June 4, 2010

the entrepreneur (iv)

When the city relocated into its new municipal building in 1899, it was a sign of civic success. Gone was the dusty old wooden building dating from Florida’s territorial days and in its place stood a brick center of power, solid, square. In it was all the officers and departments of the city, but a half century later government had outgrown the city hall and relocated again. The city considered itself lucky to find a buyer.

St. Augustine City Hall before it became The Old City Hall Museum

At first Dan lived in the old fireman’s bunk room because it had all the required facilities, but later moved a couple of blocks west into a neglected Victorian house. The old building offered a court room, a jail, a fire station, an auditorium and lots of small rooms that were former offices. In 1954, just five years after opening, The Old City Hall Museum, was the most popular attraction in the city except for the fort. Part of the reason was because there was so, so much stuff in his museum.

The courtroom was now the High Judge’s Chamber and the jail the Inquisition Museum. The auditorium had a map of the Atlantic Ocean from the English Channel to the Gulf of Mexico with St. Augustine centered as the most significant place in the world in 1565. Hourly, the lights would dim and small colored lights--yellow for Spain, blue for the England, red for the France and all pirates--would illustrate the trade routes and the various unsuccessful attacks on the city.

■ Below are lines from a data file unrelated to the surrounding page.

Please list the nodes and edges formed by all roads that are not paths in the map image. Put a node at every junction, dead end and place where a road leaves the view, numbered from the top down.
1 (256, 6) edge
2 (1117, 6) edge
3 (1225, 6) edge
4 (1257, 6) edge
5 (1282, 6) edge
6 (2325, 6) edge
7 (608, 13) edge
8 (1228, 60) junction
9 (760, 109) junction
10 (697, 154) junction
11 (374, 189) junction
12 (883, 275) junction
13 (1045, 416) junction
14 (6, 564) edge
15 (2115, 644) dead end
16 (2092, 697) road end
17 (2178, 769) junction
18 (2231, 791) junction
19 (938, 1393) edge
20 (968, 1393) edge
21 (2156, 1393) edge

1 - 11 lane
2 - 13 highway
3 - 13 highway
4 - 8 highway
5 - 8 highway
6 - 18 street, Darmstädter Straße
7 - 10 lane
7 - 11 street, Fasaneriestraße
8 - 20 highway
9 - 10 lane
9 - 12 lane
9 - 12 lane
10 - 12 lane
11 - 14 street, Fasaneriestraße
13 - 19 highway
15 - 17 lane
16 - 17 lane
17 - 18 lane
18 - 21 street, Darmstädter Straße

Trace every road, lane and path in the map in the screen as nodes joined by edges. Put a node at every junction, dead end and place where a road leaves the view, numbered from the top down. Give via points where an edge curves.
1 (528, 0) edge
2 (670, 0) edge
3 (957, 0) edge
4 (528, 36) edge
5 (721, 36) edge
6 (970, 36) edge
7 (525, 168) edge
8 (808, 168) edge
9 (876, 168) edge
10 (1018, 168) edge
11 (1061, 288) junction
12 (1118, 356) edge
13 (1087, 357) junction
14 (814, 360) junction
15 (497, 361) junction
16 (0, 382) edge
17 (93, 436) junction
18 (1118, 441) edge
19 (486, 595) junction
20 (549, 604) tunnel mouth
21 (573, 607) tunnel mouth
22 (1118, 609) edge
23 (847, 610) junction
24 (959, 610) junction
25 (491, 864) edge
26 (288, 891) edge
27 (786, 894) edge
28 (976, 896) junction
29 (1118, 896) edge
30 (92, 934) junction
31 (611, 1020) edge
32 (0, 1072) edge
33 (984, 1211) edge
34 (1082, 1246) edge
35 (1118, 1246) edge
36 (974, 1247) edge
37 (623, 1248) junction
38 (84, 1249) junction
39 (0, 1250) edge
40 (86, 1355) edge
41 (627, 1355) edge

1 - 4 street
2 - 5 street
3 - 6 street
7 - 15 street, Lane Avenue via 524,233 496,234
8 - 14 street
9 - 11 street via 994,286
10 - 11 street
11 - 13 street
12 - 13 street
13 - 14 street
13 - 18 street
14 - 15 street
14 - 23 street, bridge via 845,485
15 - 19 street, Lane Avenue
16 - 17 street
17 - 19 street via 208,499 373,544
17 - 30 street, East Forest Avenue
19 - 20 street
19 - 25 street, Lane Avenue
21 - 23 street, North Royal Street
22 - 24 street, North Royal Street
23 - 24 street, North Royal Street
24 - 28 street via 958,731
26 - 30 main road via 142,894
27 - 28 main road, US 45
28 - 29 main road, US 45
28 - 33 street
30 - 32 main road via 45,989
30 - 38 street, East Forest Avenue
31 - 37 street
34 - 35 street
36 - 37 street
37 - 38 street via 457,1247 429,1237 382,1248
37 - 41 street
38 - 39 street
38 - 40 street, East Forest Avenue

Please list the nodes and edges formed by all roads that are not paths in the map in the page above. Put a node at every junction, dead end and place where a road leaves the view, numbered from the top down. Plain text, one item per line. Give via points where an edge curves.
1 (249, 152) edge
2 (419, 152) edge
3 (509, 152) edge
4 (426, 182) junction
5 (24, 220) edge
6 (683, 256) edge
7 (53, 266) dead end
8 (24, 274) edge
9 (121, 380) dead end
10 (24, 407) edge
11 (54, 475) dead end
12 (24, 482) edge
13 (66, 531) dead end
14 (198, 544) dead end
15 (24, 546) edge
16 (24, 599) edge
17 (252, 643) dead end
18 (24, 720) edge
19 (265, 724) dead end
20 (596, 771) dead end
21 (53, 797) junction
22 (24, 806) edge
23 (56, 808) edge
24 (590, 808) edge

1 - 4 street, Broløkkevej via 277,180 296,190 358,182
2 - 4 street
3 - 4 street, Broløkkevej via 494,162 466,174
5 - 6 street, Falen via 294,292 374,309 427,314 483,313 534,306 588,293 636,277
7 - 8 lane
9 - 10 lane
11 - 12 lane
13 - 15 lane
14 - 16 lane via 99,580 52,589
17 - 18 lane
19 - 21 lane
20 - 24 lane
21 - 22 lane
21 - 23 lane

The former offices of clerks and typists were filled with an array of collections Dan had purchased from other museums or, mostly, estate sales of hoarders. There were sea shells and rocks, cigar box tops and hair combs, knives and playing cards, fountain pins and broaches and cuff links, rattles from rattle snakes and hundreds of sharks’ teeth. With each collection went a story about the collector and the struggle The Old City Hall Museum went through to secure the rights to display this one-of-a-kind-in-the-world-collection.